L’ordonnance poursuit en renvoyant au site web du Gouvernement flamand, dans lequel apparaît la réponse du Ministre flamand du bien-être animal à une question écrite, qui confirme que l’enregistrement dans la banque de données n’a aucune influence sur les discussions concernant la propriété d’un chien.

En l’espèce, il s’agit donc de déterminer qui est propriétaire. La société demanderesse produisant des factures d’achat et, pour sa part, l’employée soutenant – sans vraiment l’établir – qu’ils lui ont été donnés au centre de formation, l’ordonnance conclut que la société établit son droit apparent de propriété.

Celle-ci demandant qu’il soit fait interdiction à la société cessionnaire d’utiliser les chiens à des activités de surveillance, au motif que seuls les travailleurs ont été transférés mais non les chiens, se pose la question de la recevabilité de celle-ci, vu l’exigence d’un intérêt né et actuel.

La présidente du tribunal reprend un arrêt de la Cour d’appel de Bruxelles (Bruxelles, 1er octobre 1996, Pas., 1996, II, p. 105), selon lequel il suffit qu’un tiers prétende être propriétaire d’un véhicule faisant l’objet d’une saisie-revendication pour qu’il dispose d’un intérêt suffisant pour former tierce opposition à une ordonnance qui en aurait autorisé la saisie, même si son droit de propriété est contesté et ne peut être établi le cas échéant qu’après examen de la cause au fond.

Elle conclut que la société demanderesse a un intérêt concret actuel d’ordre matériel, vu la crainte d’un préjudice commercial si son concurrent direct utilise ses chiens. Sont donc admis non seulement la recevabilité de la demande, mais également son fondement sur la base du droit apparent.

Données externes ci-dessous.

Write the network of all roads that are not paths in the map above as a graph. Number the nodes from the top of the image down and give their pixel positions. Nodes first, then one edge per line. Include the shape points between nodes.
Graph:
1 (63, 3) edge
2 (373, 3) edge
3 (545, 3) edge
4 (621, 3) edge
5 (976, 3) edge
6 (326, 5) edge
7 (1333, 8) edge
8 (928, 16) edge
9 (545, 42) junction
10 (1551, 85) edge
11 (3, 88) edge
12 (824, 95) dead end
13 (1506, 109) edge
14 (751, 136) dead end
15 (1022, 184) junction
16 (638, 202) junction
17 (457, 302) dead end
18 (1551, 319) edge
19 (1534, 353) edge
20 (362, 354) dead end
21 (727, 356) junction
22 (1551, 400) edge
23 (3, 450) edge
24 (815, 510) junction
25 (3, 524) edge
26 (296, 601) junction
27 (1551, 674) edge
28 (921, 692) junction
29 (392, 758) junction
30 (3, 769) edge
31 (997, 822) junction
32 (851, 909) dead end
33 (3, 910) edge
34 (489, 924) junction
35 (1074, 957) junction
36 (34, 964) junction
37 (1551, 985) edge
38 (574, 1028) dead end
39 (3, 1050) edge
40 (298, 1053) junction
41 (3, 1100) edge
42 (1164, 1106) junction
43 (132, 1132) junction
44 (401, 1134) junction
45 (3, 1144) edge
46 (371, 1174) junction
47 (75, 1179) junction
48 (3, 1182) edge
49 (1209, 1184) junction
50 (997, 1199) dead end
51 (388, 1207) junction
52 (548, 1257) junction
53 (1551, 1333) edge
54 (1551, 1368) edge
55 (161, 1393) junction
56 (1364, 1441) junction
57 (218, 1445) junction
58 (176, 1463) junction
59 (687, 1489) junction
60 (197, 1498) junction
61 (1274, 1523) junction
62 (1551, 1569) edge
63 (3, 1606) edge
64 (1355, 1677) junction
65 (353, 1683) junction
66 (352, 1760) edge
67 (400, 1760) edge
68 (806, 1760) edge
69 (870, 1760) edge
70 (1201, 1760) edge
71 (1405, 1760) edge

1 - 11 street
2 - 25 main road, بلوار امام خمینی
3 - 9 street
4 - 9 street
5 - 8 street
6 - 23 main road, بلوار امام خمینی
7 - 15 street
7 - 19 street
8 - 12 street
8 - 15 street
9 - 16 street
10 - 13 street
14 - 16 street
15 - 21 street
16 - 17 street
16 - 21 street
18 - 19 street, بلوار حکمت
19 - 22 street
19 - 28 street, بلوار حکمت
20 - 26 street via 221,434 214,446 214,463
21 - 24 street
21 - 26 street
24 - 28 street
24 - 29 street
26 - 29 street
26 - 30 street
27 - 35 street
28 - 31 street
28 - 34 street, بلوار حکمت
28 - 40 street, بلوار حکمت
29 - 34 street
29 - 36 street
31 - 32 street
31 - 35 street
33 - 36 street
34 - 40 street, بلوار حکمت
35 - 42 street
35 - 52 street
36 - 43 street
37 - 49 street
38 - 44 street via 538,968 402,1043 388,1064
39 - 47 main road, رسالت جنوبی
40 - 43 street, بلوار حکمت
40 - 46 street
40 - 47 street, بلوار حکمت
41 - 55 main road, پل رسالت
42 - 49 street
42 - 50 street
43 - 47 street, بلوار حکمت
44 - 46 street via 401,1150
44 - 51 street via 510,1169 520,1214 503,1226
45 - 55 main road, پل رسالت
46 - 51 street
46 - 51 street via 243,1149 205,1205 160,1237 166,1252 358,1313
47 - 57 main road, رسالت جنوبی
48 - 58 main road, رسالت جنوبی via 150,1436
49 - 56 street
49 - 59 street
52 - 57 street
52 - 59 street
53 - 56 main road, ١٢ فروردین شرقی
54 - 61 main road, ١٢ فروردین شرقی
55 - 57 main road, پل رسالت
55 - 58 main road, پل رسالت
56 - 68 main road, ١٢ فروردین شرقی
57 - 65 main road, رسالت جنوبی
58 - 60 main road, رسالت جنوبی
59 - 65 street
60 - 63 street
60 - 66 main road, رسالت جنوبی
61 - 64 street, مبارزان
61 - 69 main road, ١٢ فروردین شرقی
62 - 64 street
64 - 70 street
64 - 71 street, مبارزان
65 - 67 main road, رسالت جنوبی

En conclusion, les chiens étant des outils de travail, ils doivent être restitués à leur propriétaire. Mettant encore en balance le droit de propriété (s’il est confirmé par le juge du fond) et le bien-être animal ainsi que l’attachement du détenteur des animaux envers ces derniers, l’ordonnance poursuit que cette question est à débattre devant le juge du fond au cas où les deux chiens ne seraient plus capables de travailler. A ce moment, le droit de propriété en l’absence de préjudice commercial « devrait, peut-être, céder la place à un droit (d’ordre moral) du détenteur/possesseur de l’animal », l’animal étant un être doué de sensibilité et qui mérite à ce titre aussi une protection.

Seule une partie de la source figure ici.